Almost all industries are today well aware about the importance of data-driven decision making. However, the biggest missing link in their pursuit to maximize their gains, is finding the people with the right skill set. If you were to go with a dated McKinsey report, in the United States alone, there is going to be an acute shortage of nearly 190,000 by the year 2018. The dearth in European or Asian markets is yet unknown, but suffices to assume that the demand is real and astounding. Not surprisingly, MOOCs on sites like coursera.org, EdX, Udemy, Udacity etc. courses in Data Science are seeing an unprecedented growth. However, while everyone seems to be clamouring for such courses, the completion of these courses is a dismal 7% or lesser. One of the biggest reasons for this is lack of teacher-student interaction. This course will bridge that gap through a weekly in-person interaction with our experienced faculty in addition to offline query-addressing over emails or if required through video calls. While theoretical rigour cannot be omitted, our approach is to teach data science through realistic case studies which you will be able to showcase as “work experience” on your Github account. If data science was to be likened to a sport, say cricket, then a data scientist is an all-rounder. Rather than the Sachin Tendulkars or a Brian Laras, the industry needs the Ravindra Jadejas and Andrew Flintoffs of the world. Through this course, we endeavour to put you on the path to succeeding in this lucrative, yet demanding field. Knowing how to program in Python, R or Java does not make you a data scientist. Nor does a solid theoretical background in Statistics and Probability Theory give you the cutting edge.
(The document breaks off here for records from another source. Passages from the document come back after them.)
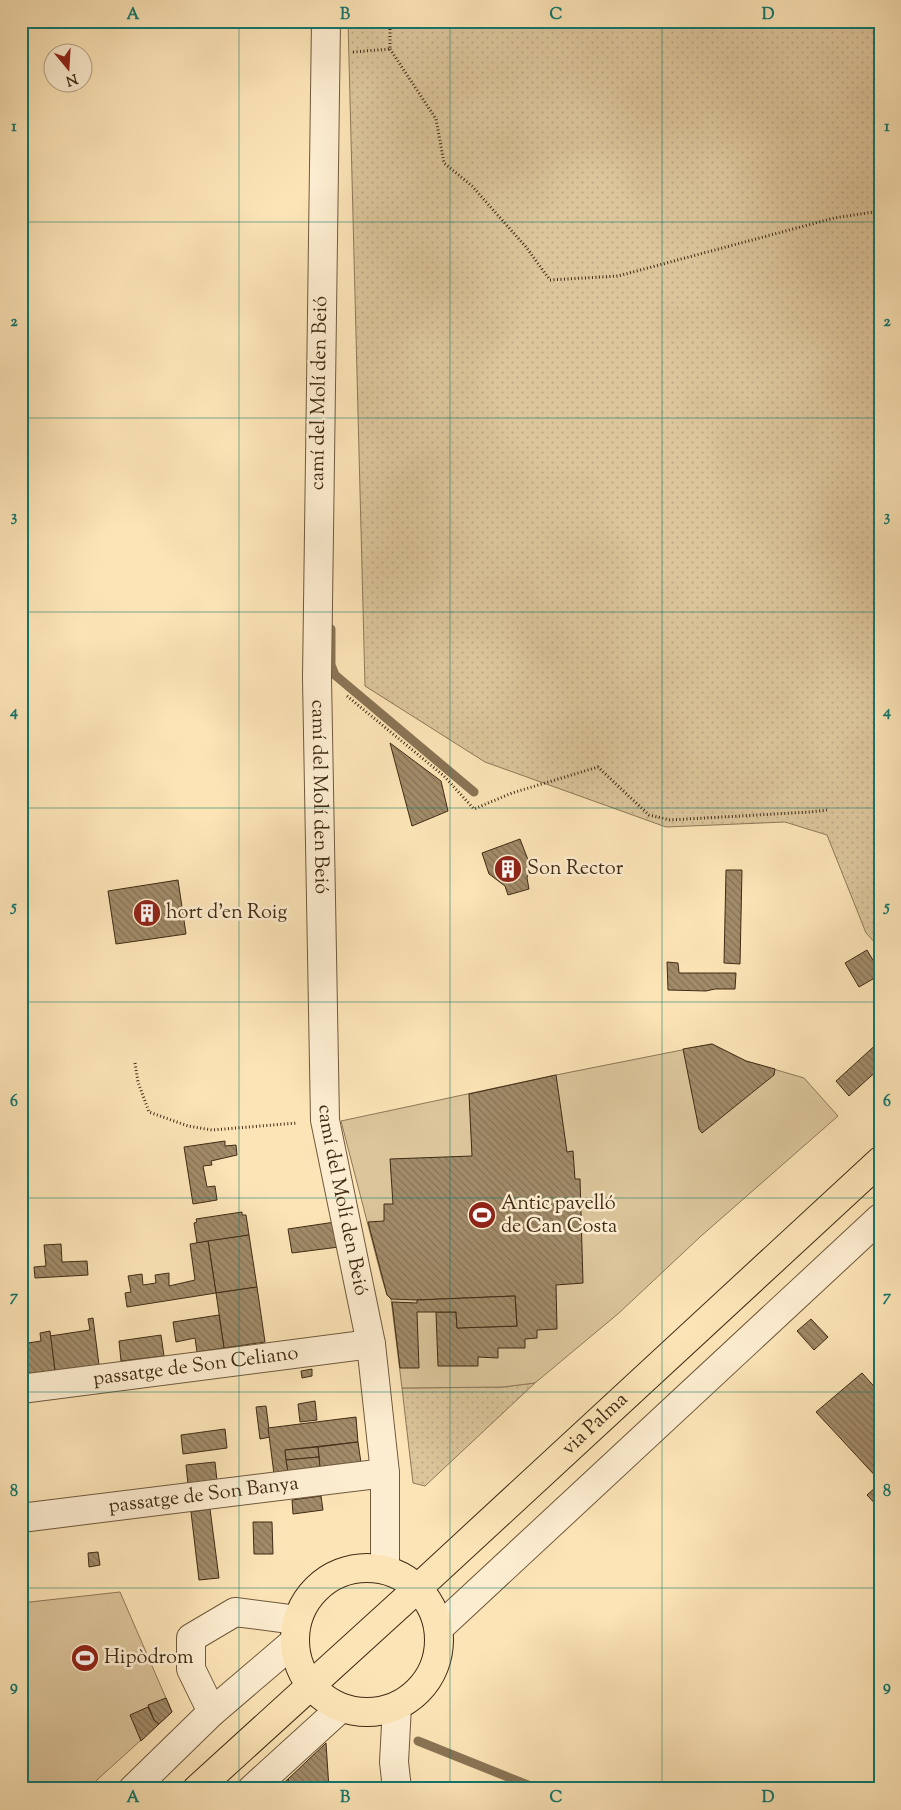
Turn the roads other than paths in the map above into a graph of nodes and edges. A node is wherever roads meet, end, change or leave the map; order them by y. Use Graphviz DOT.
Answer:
graph roads {
  1 [pos="326,21"];
  2 [pos="880,1161"];
  3 [pos="880,1218"];
  4 [pos="371,1344"];
  5 [pos="21,1389"];
  6 [pos="385,1474"];
  7 [pos="21,1518"];
  8 [pos="385,1569"];
  9 [pos="418,1588"];
  10 [pos="439,1628"];
  11 [pos="295,1631"];
  12 [pos="310,1686"];
  13 [pos="398,1706"];
  14 [pos="342,1708"];
  15 [pos="212,1712"];
  16 [pos="133,1789"];
  17 [pos="197,1789"];
  18 [pos="252,1789"];
  19 [pos="396,1789"];
  1 -- 4 [label="street, camí del Molí den Beió"];
  2 -- 9 [label="main road, via Palma"];
  3 -- 10 [label="street"];
  4 -- 5 [label="street, passatge de Son Celiano"];
  4 -- 6 [label="street, camí del Molí den Beió"];
  6 -- 7 [label="street, passatge de Son Banya"];
  6 -- 8 [label="street, camí del Molí den Beió"];
  8 -- 9 [label="main road"];
  8 -- 11 [label="main road"];
  9 -- 10 [label="main road"];
  9 -- 12 [label="main road, via Palma"];
  10 -- 13 [label="main road"];
  11 -- 12 [label="main road"];
  11 -- 15 [label="street"];
  11 -- 15 [label="street"];
  12 -- 14 [label="main road"];
  12 -- 17 [label="main road, via Palma"];
  13 -- 14 [label="main road"];
  13 -- 19 [label="street"];
  14 -- 18 [label="street"];
  15 -- 16 [label="street"];
}
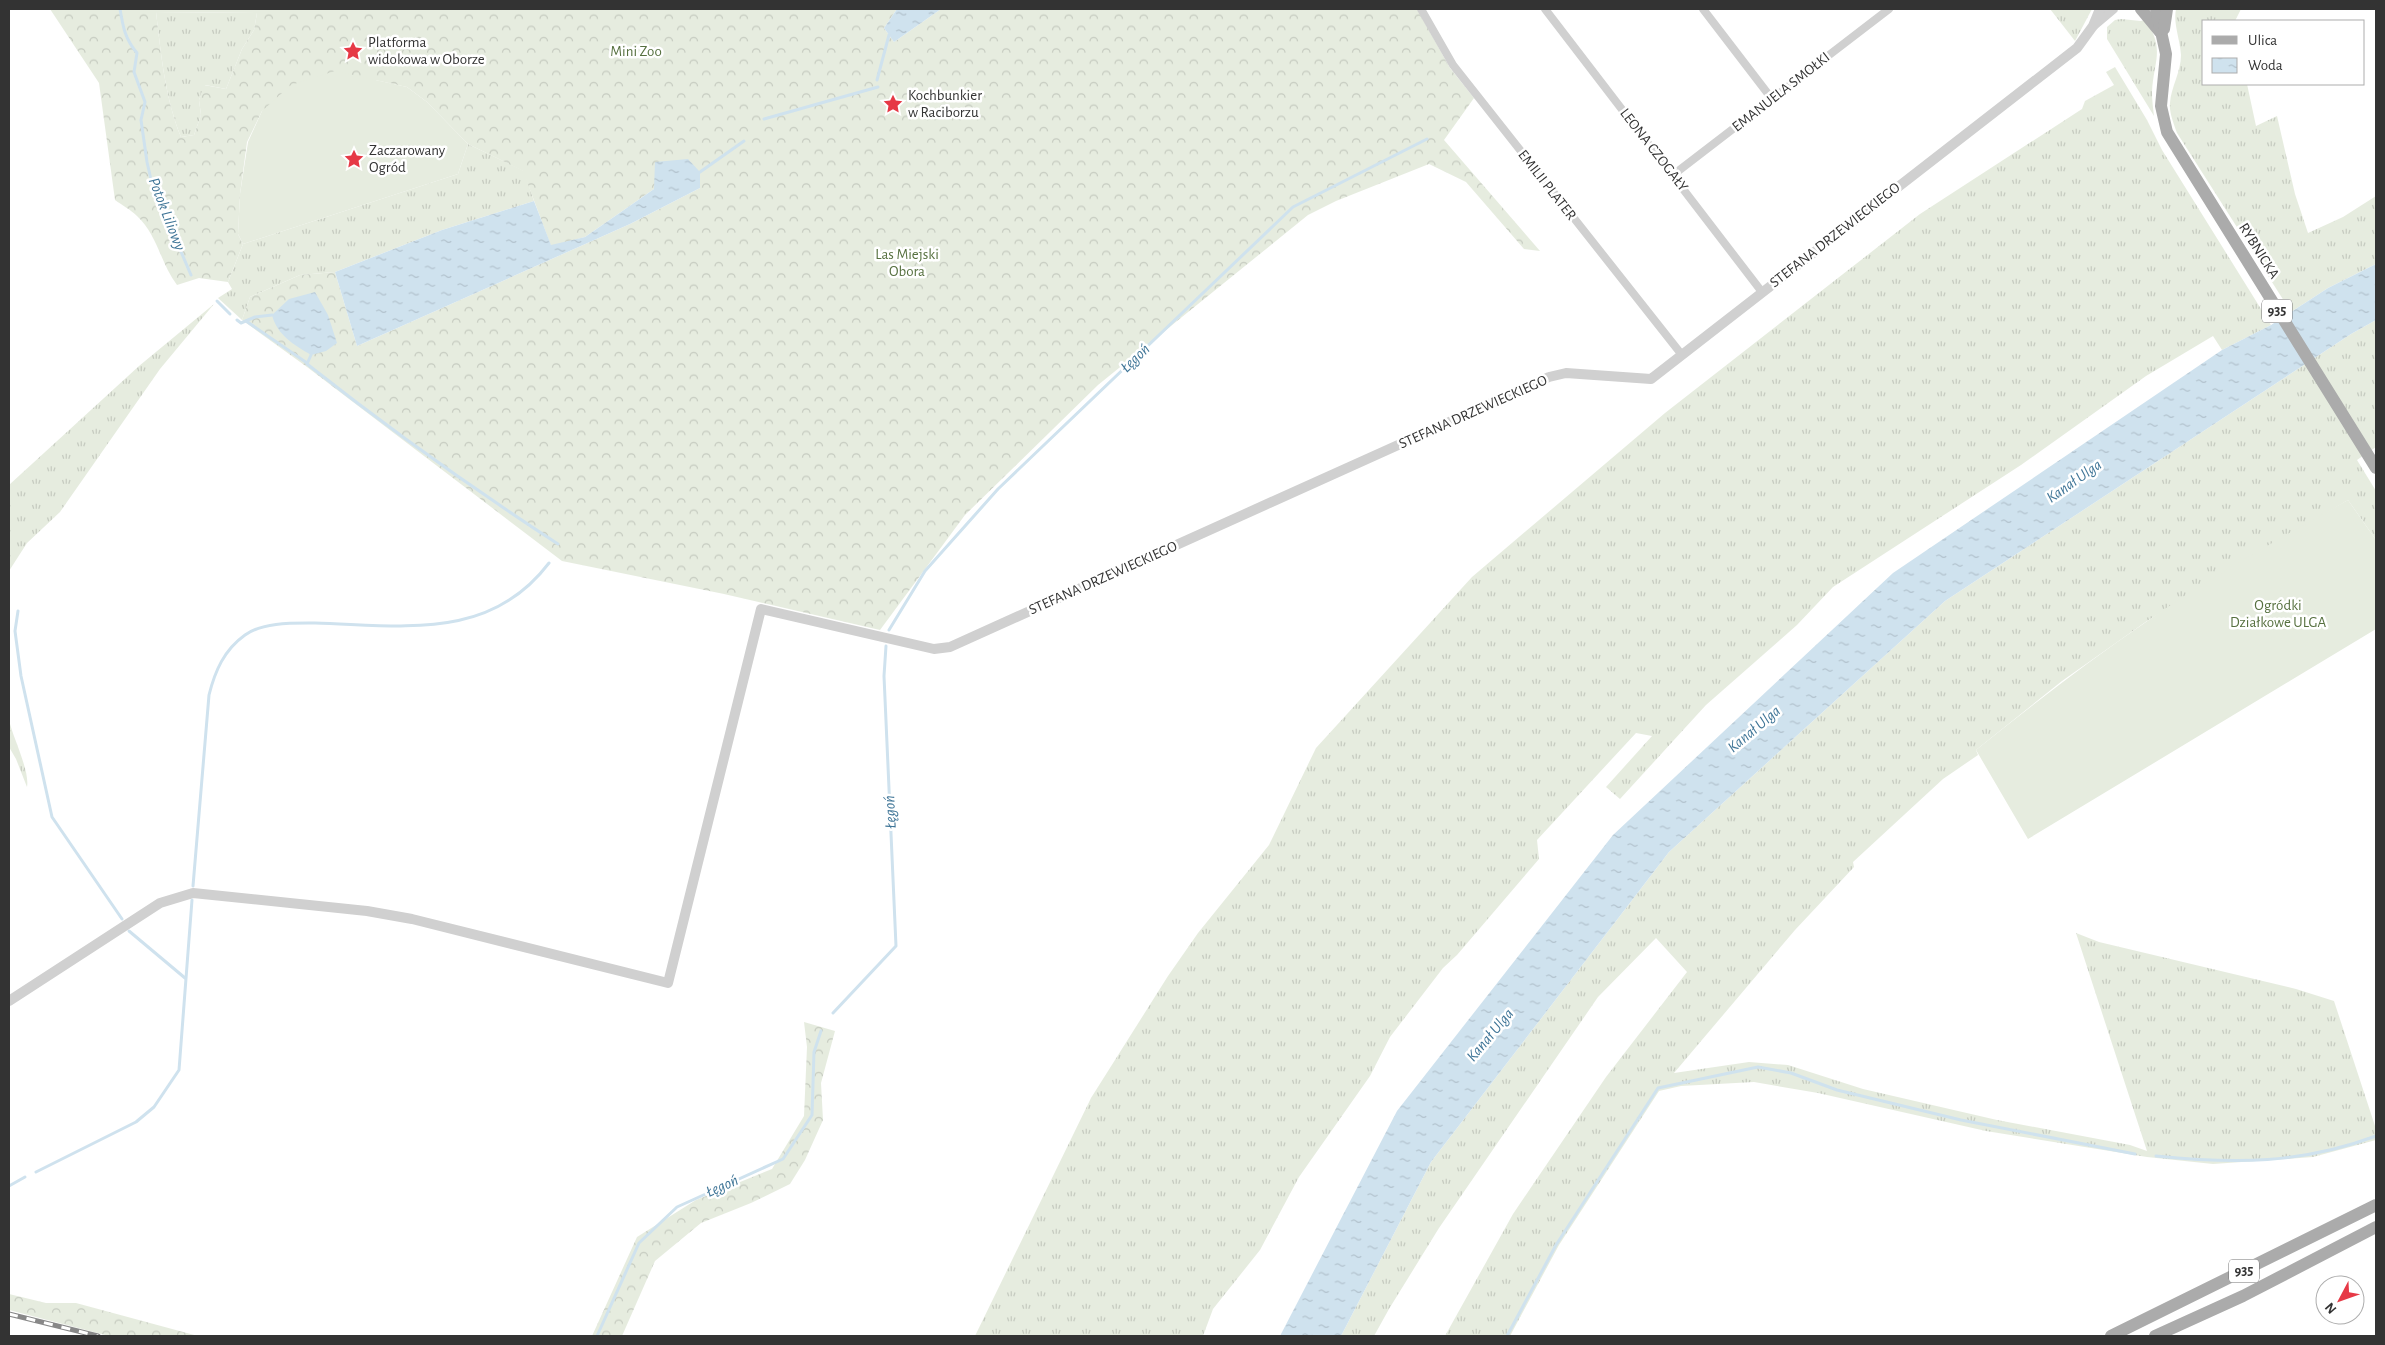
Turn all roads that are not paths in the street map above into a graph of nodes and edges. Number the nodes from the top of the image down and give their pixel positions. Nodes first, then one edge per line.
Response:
1 (1421, 9) edge
2 (1545, 9) edge
3 (1703, 9) edge
4 (1889, 9) edge
5 (2100, 9) edge
6 (2113, 9) edge
7 (2142, 9) edge
8 (2156, 9) edge
9 (2167, 9) edge
10 (2093, 26) junction
11 (2163, 36) junction
12 (1772, 99) junction
13 (1673, 175) junction
14 (1762, 292) junction
15 (1682, 355) junction
16 (2376, 468) edge
17 (10, 997) edge
18 (2376, 1205) edge
19 (2376, 1227) edge
20 (2110, 1336) edge
21 (2155, 1336) edge

1 - 15 street, EMILII PLATER
2 - 13 street, LEONA CZOGAŁY
3 - 12 street
4 - 12 street, EMANUELA SMOŁKI
5 - 10 street, STEFANA DRZEWIECKIEGO
6 - 10 street, STEFANA DRZEWIECKIEGO
7 - 11 main road
8 - 11 main road, RYBNICKA / 935
9 - 11 main road, 935
10 - 14 street, STEFANA DRZEWIECKIEGO
11 - 16 main road, RYBNICKA / 935
12 - 13 street, EMANUELA SMOŁKI
13 - 14 street, LEONA CZOGAŁY
14 - 15 street, STEFANA DRZEWIECKIEGO
15 - 17 street, STEFANA DRZEWIECKIEGO
18 - 20 main road, 935
19 - 21 main road, 935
This course will assume absolutely no background or pre-requisites and shall gently equip you with the right tools and knowledge that you need to swim in the deep end.

Expected Learning Outcomes

By the end of this course, you will be able to carry out the following :-

  • Import data into R (a statistical programming language) from various sources be it structured or unstructured.
  • Perform tidying, transformation and wrangling operations to make the data ready for analysis.
  • Visualize your data to reveal patterns in your data.
  • Apply machine learning algorithms like regression, classification and clustering to predict outcomes.
  • Present your findings through effective visualizations using packages like ggplot2 and base R’s plotting functions.

Course Curriculum

The course will be spaced over a duration of eight weeks. Instructor led classes in the form of a webinar will be held every week on Saturday/Sunday with each session lasting 4 hours. Material used for teaching is the sole property of Pythian Technologies and may not be translated or copied in whole or in part without the written permission of Pythian Consultants. At the end of every week, assignments will be provided to the students which they would be required to turn in on their Github accounts no later than the following Saturday by midnight. Grades will be provided based on the performance in the assignments. Having understood the pain areas in learning data science, the approach adopted by Pythian Technologies is based on practicality. Theoretical knowledge for all the modules will be explained through relevant case studies and all instructor led classes will require students to practically write code in R. Brief outline of the course is as follows:-

  1. Data Visualization using tidyverse and ggplot2.
  2. Aesthetic Mappings, Facets, Geometric Objects.
  3. Statistical Transformations.
  4. Data Transformation using dplyr and tidyr.
  5. Exploratory Data Analysis.
  6. Dealing with missing values.
  7. Patterns & Models.
  8. Working with tibbles and data frames.
  9. Parsing vectors/files.
  10. Reading/Writing to a file.
  11. Spreading & Gathering data using tidyr.
  12. Non tidy data.
  13. Relational Data – Keys/Mutating Joins.
  14. Set Operations.
  15. Dealing with strings and factors.
  16. Handling Dates.
  17. Pipes, Functions, Vectors and Iterations in R.
  18. Model Building.
  19. Communicating Results.
  20. R Markdown Workflow.

Student Enrolment & Evaluation

Students desirous of enrolling for the course will have to udergo a basic aptitude test designed for testing basic analytical skills like an understanding of mean, median, mode etc. On clearing the basic aptitude test, the student will be enrolled in the Foundations Of Data Science course.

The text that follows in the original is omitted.